CRIME

Report: Jerry Jones Calls For End To NFL Weed Ban

Naturally, Jones also wants the NFL to ease off on investigating domestic violence cases

CRIME
Rick Diamond
Apr 03, 2017 at 4:19 PM ET

During a closed-door NFL owner’s meeting, Dallas Cowboys owner Jerry Jones reportedly had a great many takes about the future of the league: namely that players should be free to use marijuana and the NFL should conduct fewer investigations of domestic violence allegations.

A source with direct knowledge of the meeting told NBC’s Pro Football Talk blog about Jones’s suggestions for improving the health of the league. There are obviously selfless proposals that definitely have nothing to do with the numerous Cowboys players busted in recent years for either failing banned substance tests or committing violent acts against women.

Last November, Cowboys defensive end Randy Gregory tested positive for marijuana while serving a suspension for previous violations of the NFL’s banned substance policy. Gregory has more failed drug tests (six) than total sacks (one) in his two-year career. Gregory is one of three Cowboys that have run afoul of league substance abuse policy, and one of two to get caught using a recreational drug—linebacker Rolando McClain tested positive for “purple drank,” a cocktail of cough syrup, codeine, and Sprite. These pesky drug suspensions are getting in the way of Jerry’s team winning a playoff game for the first time since the Cowboys didn’t receive a reflexive eye roll whenever someone referred to them as “America’s Team.”

According to the source, Jones had to be reminded during the meeting that he can’t autonomously decree an end to testing for weed because it falls under NFL’s banned substance under the collective bargaining agreement. He’ll have to go through the bureaucracy of asking the players what they think.

The Cowboys’ repeated accusations of domestic violence make the repeated drug controversies comparatively tame.
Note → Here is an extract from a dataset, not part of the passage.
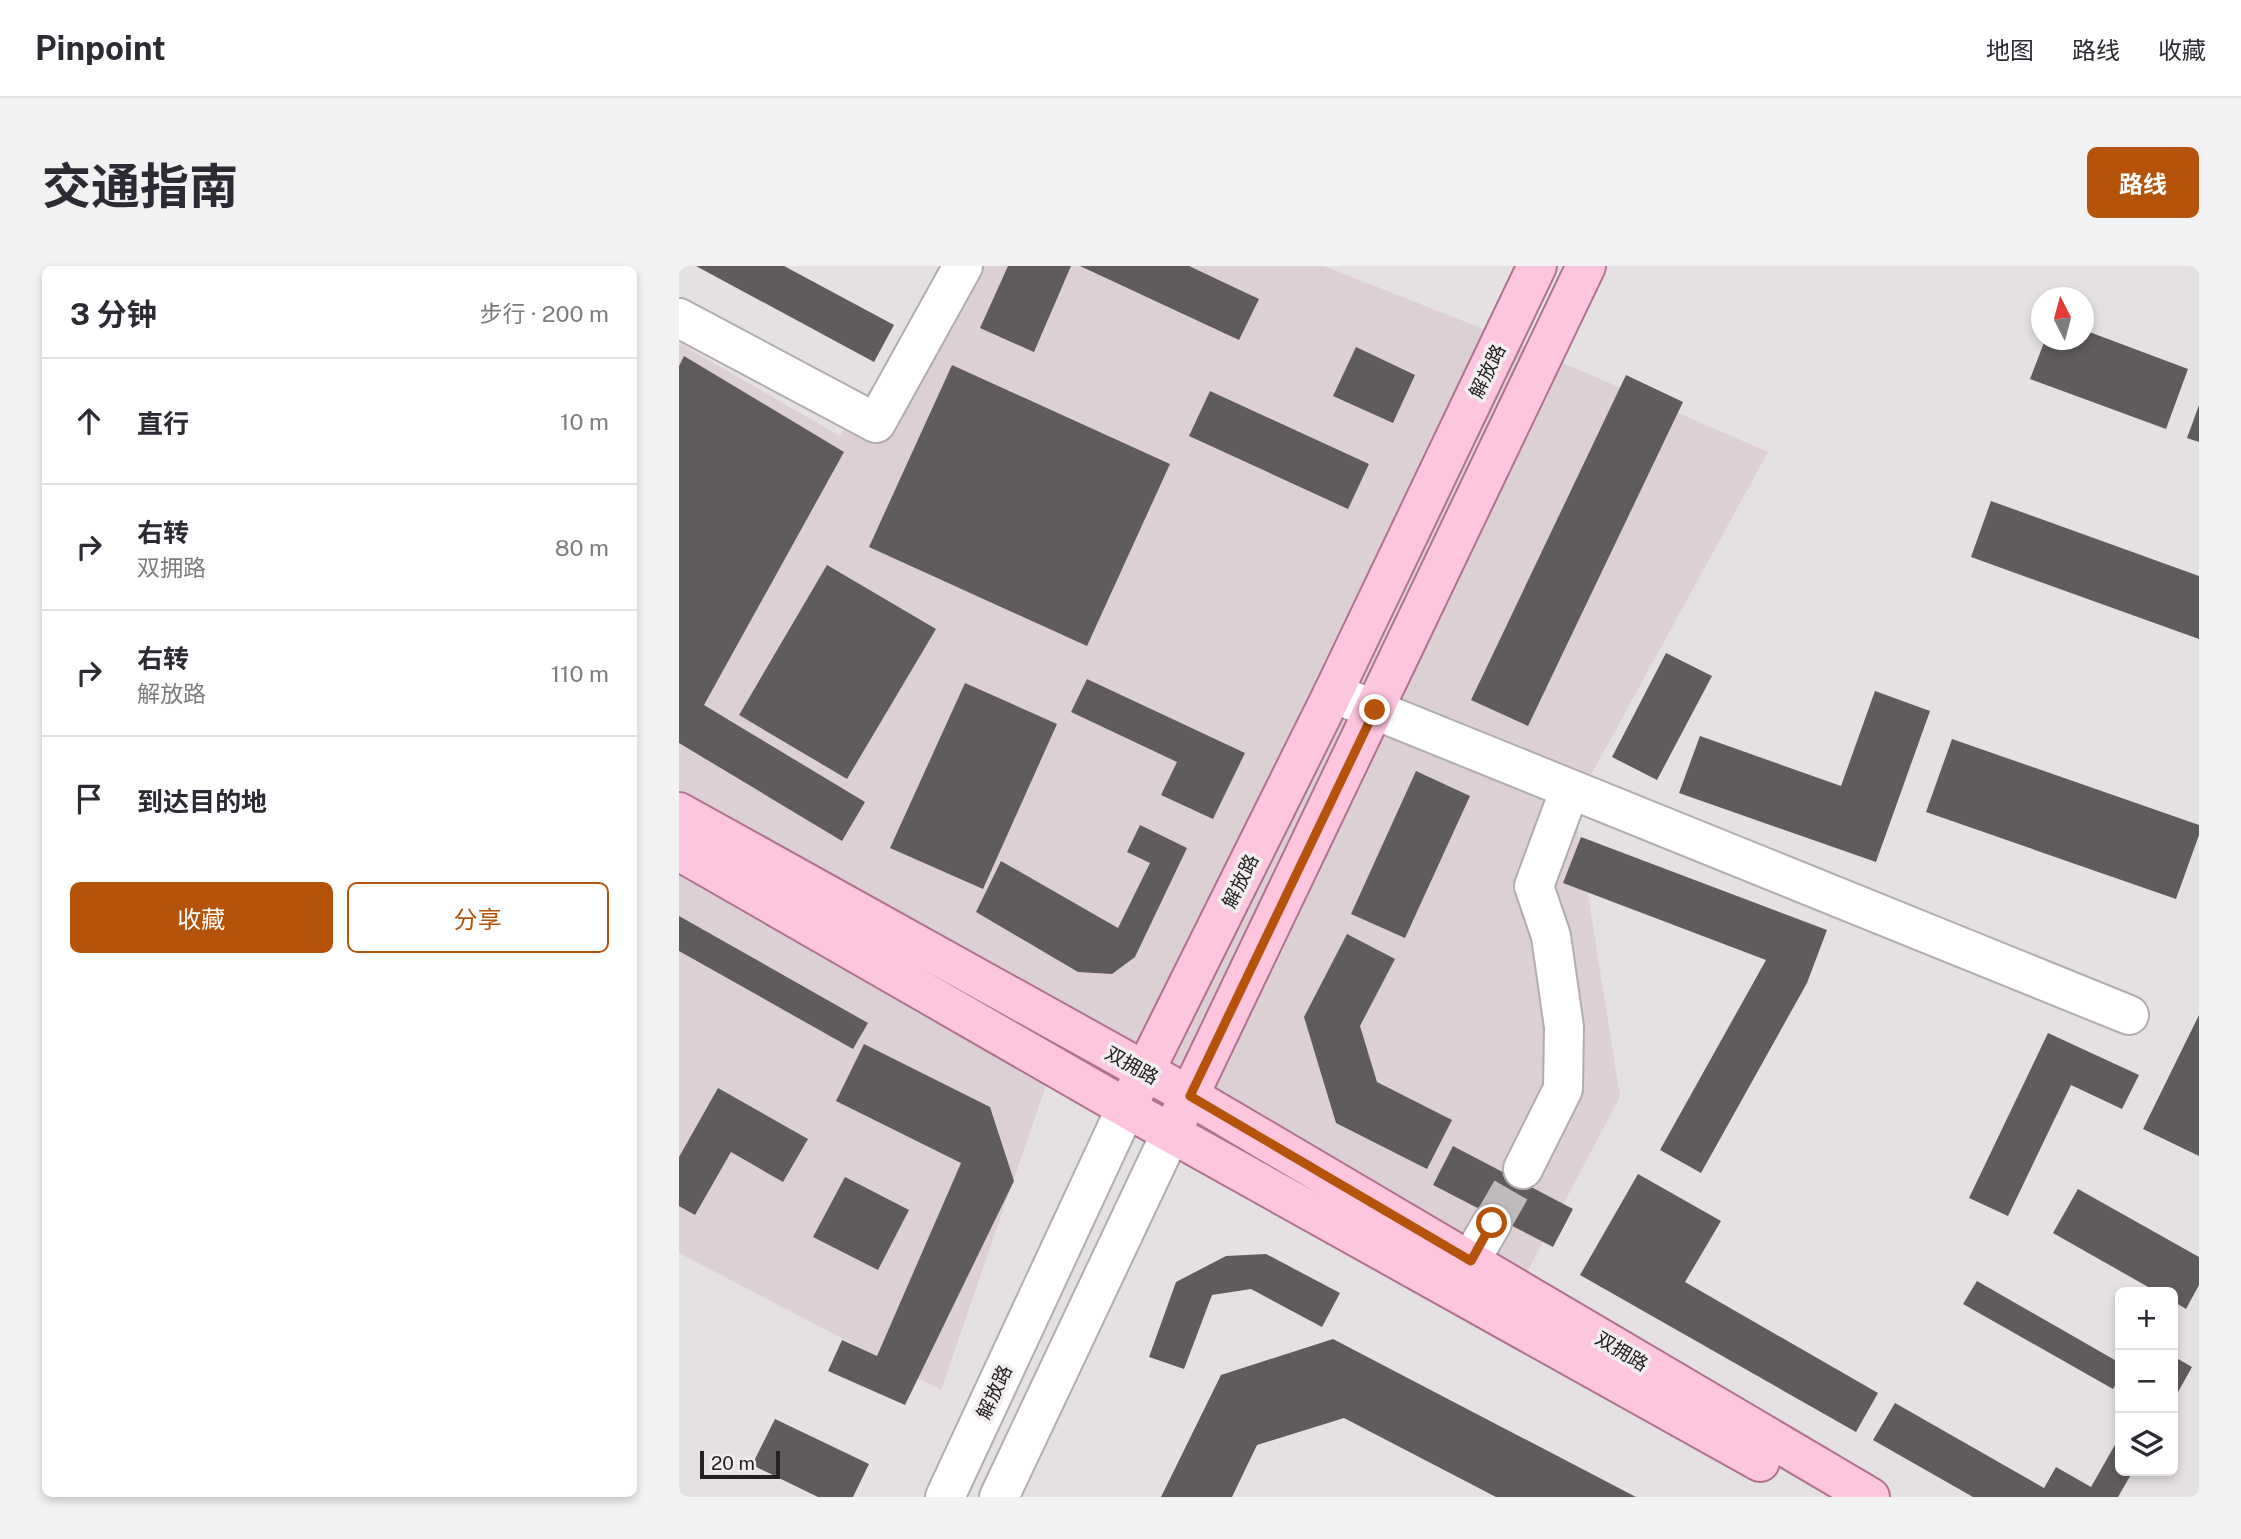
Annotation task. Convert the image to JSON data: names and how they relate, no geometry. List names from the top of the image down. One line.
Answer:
{"streets":{"main road":["解放路","双拥路"]},"crossings":[["解放路","双拥路"]],"scale_bar":"20 m","north":"top","page":{"header":"Pinpoint","nav":["地图","路线","收藏"],"title":"交通指南","buttons":["路线",["收藏","分享"]],"heading":["3 分钟","步行 · 200 m"],"list":[["直行","10 m"],["右转","双拥路","80 m"],["右转","解放路","110 m"],"到达目的地"],"map_buttons":["+","−"],"scale":"20 m"}}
Two recent Cowboys stars, Ezekiel Elliott and Greg Hardy, have been at the forefront of the NFL’s public issues with domestic violence. Elliott, their Pro Bowl rookie running back, is currently under investigation over an assault allegation from his former girlfriend. The woman, who has identified herself as Tiffany Thompson, has accused Elliott of assaulting her on five separate occasions and has posted bruises of her alleged assault to her Instagram account. Hardy, a former defensive end, was arrested in 2014 for assaulting a former girlfriend, who, like Thompson, posted graphic photos documenting the alleged abuse. Hardy maintains his innocence. He’s currently a free agent that, last we heard, is training for a MMA career.
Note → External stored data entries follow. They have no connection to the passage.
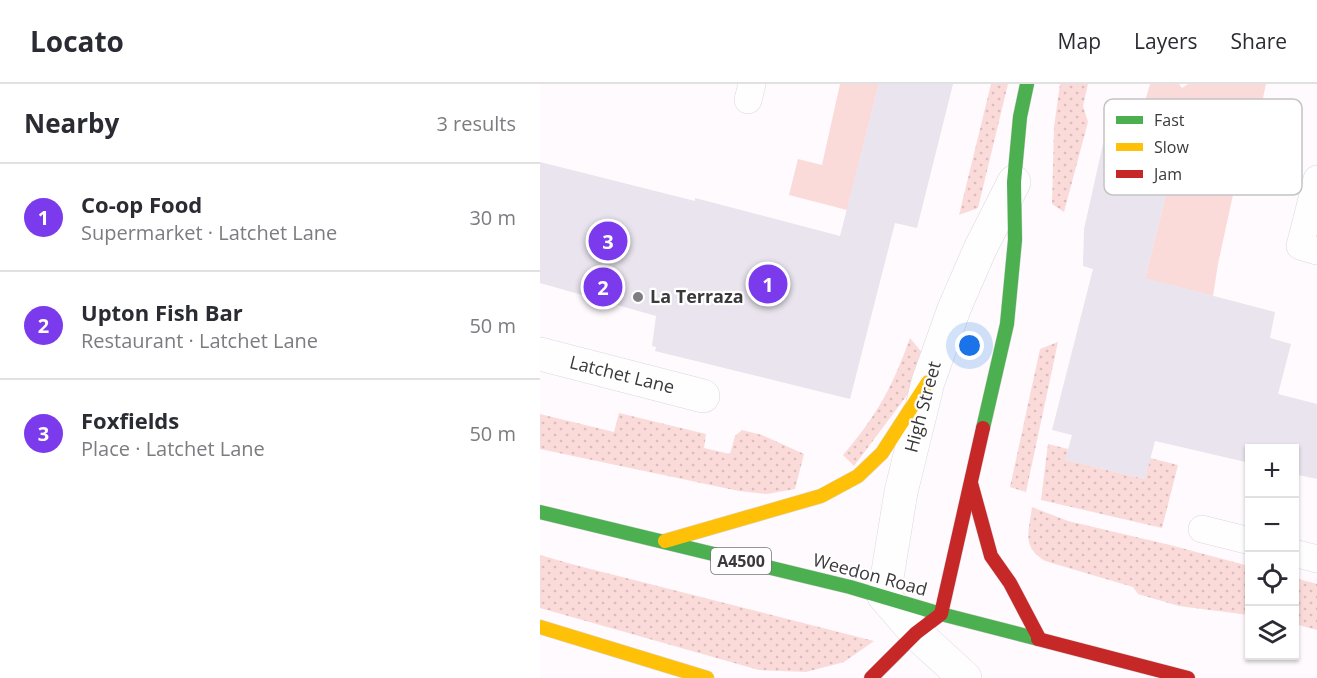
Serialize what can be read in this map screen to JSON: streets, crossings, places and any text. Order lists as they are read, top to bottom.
{
  "streets": {
    "main road": ["High Street", "A4500", "Weedon Road"],
    "street": ["Latchet Lane"]
  },
  "crossings": [
    ["High Street", "Weedon Road"]
  ],
  "places": ["La Terraza"],
  "legend": ["Fast", "Slow", "Jam"],
  "page": {
    "header": "Locato",
    "nav": ["Map", "Layers", "Share"],
    "heading": ["Nearby", "3 results"],
    "list": [
      {
        "mark": "1",
        "name": "Co-op Food",
        "note": "Supermarket · Latchet Lane",
        "value": "30 m"
      },
      {
        "mark": "2",
        "name": "Upton Fish Bar",
        "note": "Restaurant · Latchet Lane",
        "value": "50 m"
      },
      {
        "mark": "3",
        "name": "Foxfields",
        "note": "Place · Latchet Lane",
        "value": "50 m"
      }
    ],
    "pins": ["3", "1", "2"],
    "map_buttons": ["+", "−"]
  }
}
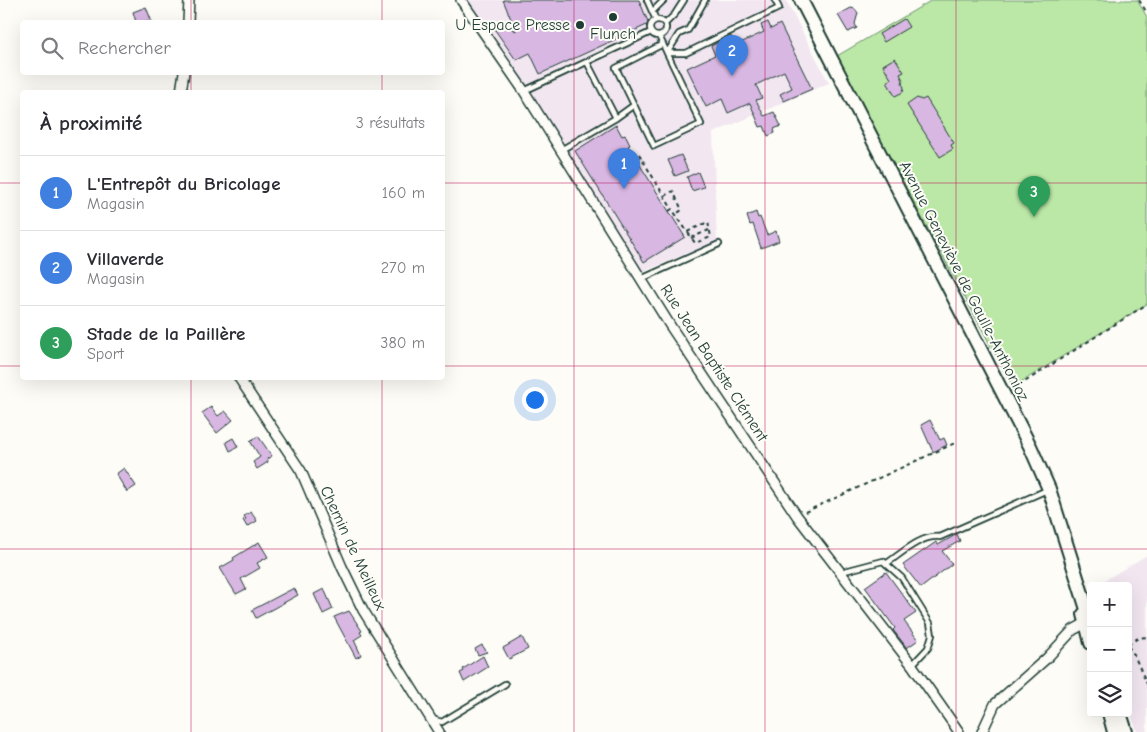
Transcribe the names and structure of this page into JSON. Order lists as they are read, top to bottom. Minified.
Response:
{"streets":{"main road":["Avenue Geneviève de Gaulle-Anthonioz"],"street":["Rue Jean Baptiste Clément","Chemin de Meilleux"]},"places":["Flunch","U Espace Presse"],"page":{"search":"Rechercher","pins":["2","1","3"],"heading":["À proximité","3 résultats"],"list":[{"mark":"1","name":"L'Entrepôt du Bricolage","note":"Magasin","value":"160 m"},{"mark":"2","name":"Villaverde","note":"Magasin","value":"270 m"},{"mark":"3","name":"Stade de la Paillère","note":"Sport","value":"380 m"}],"map_buttons":["+","−"]}}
Jones adamantly defended both of his players saying he believes there is “absolutely nothing” to the allegations, while Elliot insists that he’s a “target.”

If you squint your eyes past the self-interest of Jones’ recommendations, there are obvious criticisms about how the NFL handles drug use and domestic violence. A league facing a class-action suit by their former players for illegally administering unsafe amounts of painkillers while denying its players access to medicinal cannabis just doesn’t add up.
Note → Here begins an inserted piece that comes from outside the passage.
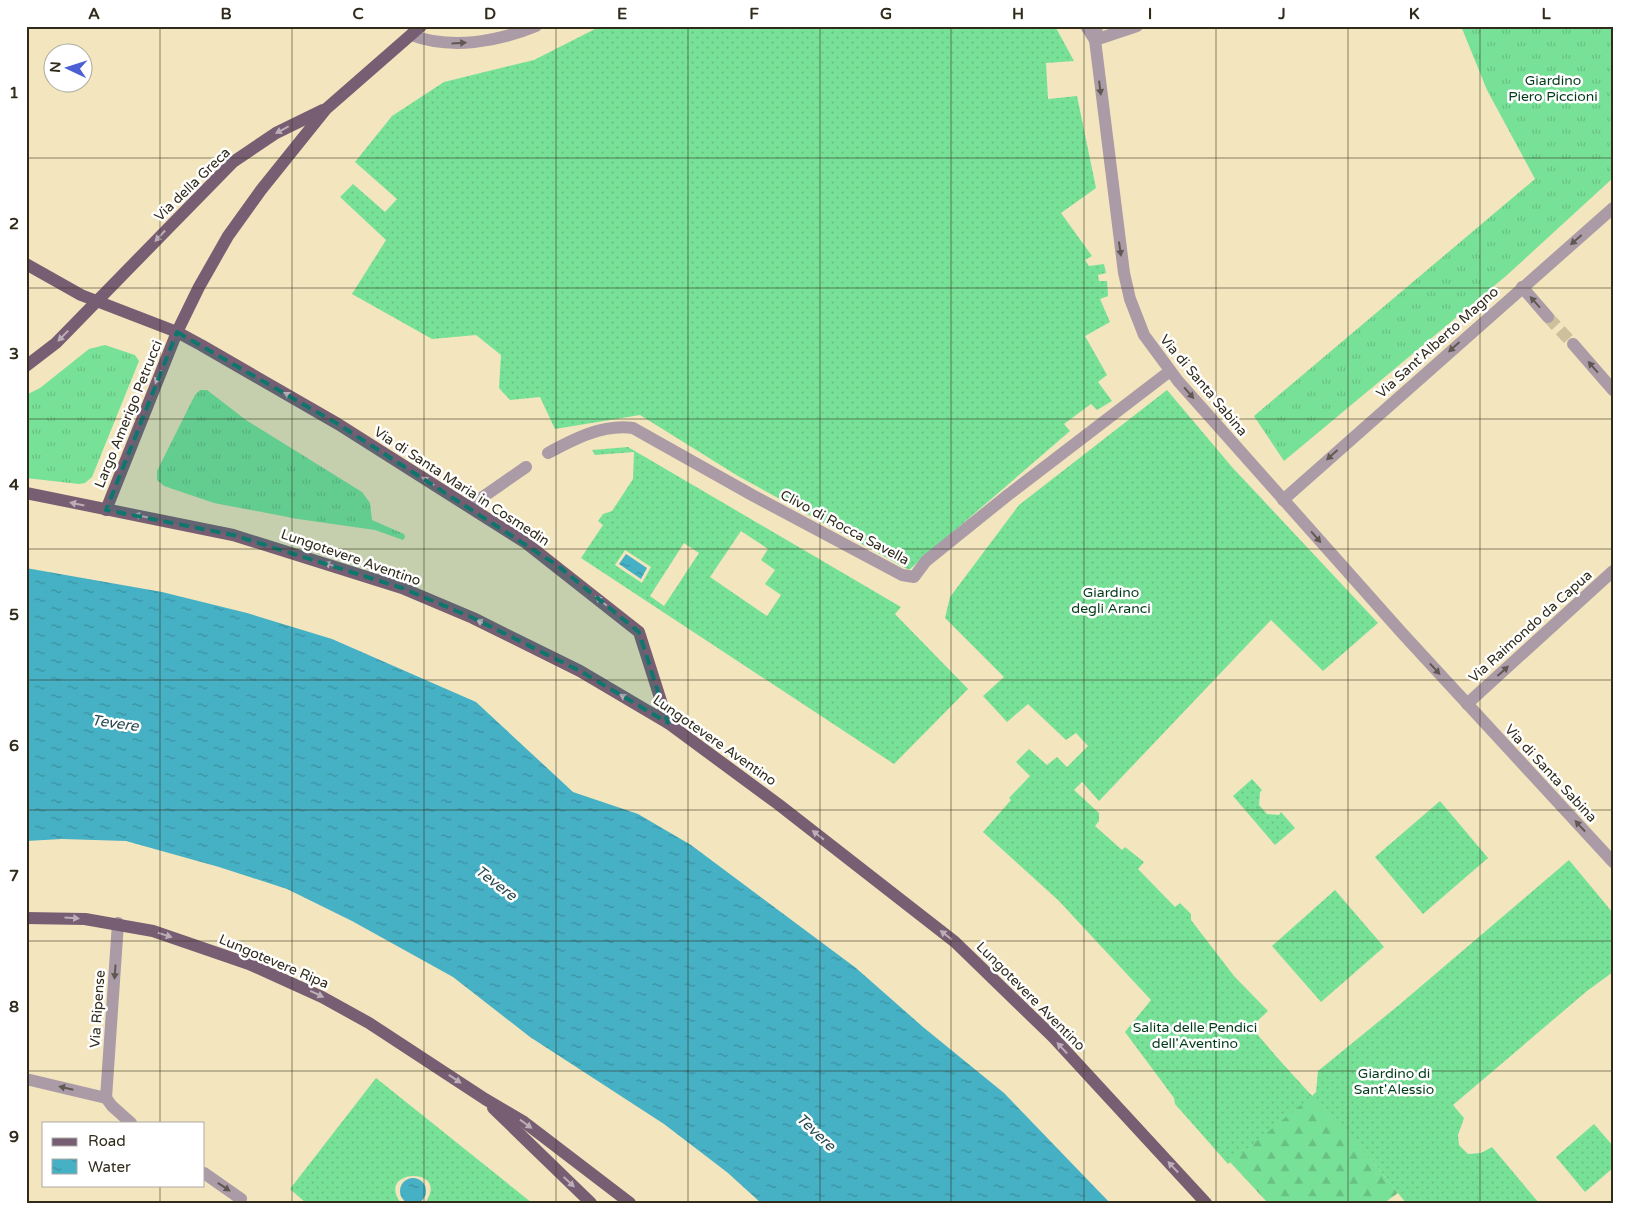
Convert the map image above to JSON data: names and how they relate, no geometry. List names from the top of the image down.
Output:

Plus, the NFL’s recent emphasis on conducting independent domestic violence investigations and doling out punishments as Diana Moskovitz argues, may, in fact, put their victims at greater risk of continued abuse and as such, do little to dispel cynicism that their tough-on-crime attitude is more than a glorified PR move.

As it is, both of Jones’s recommendations are unlikely in the near-term.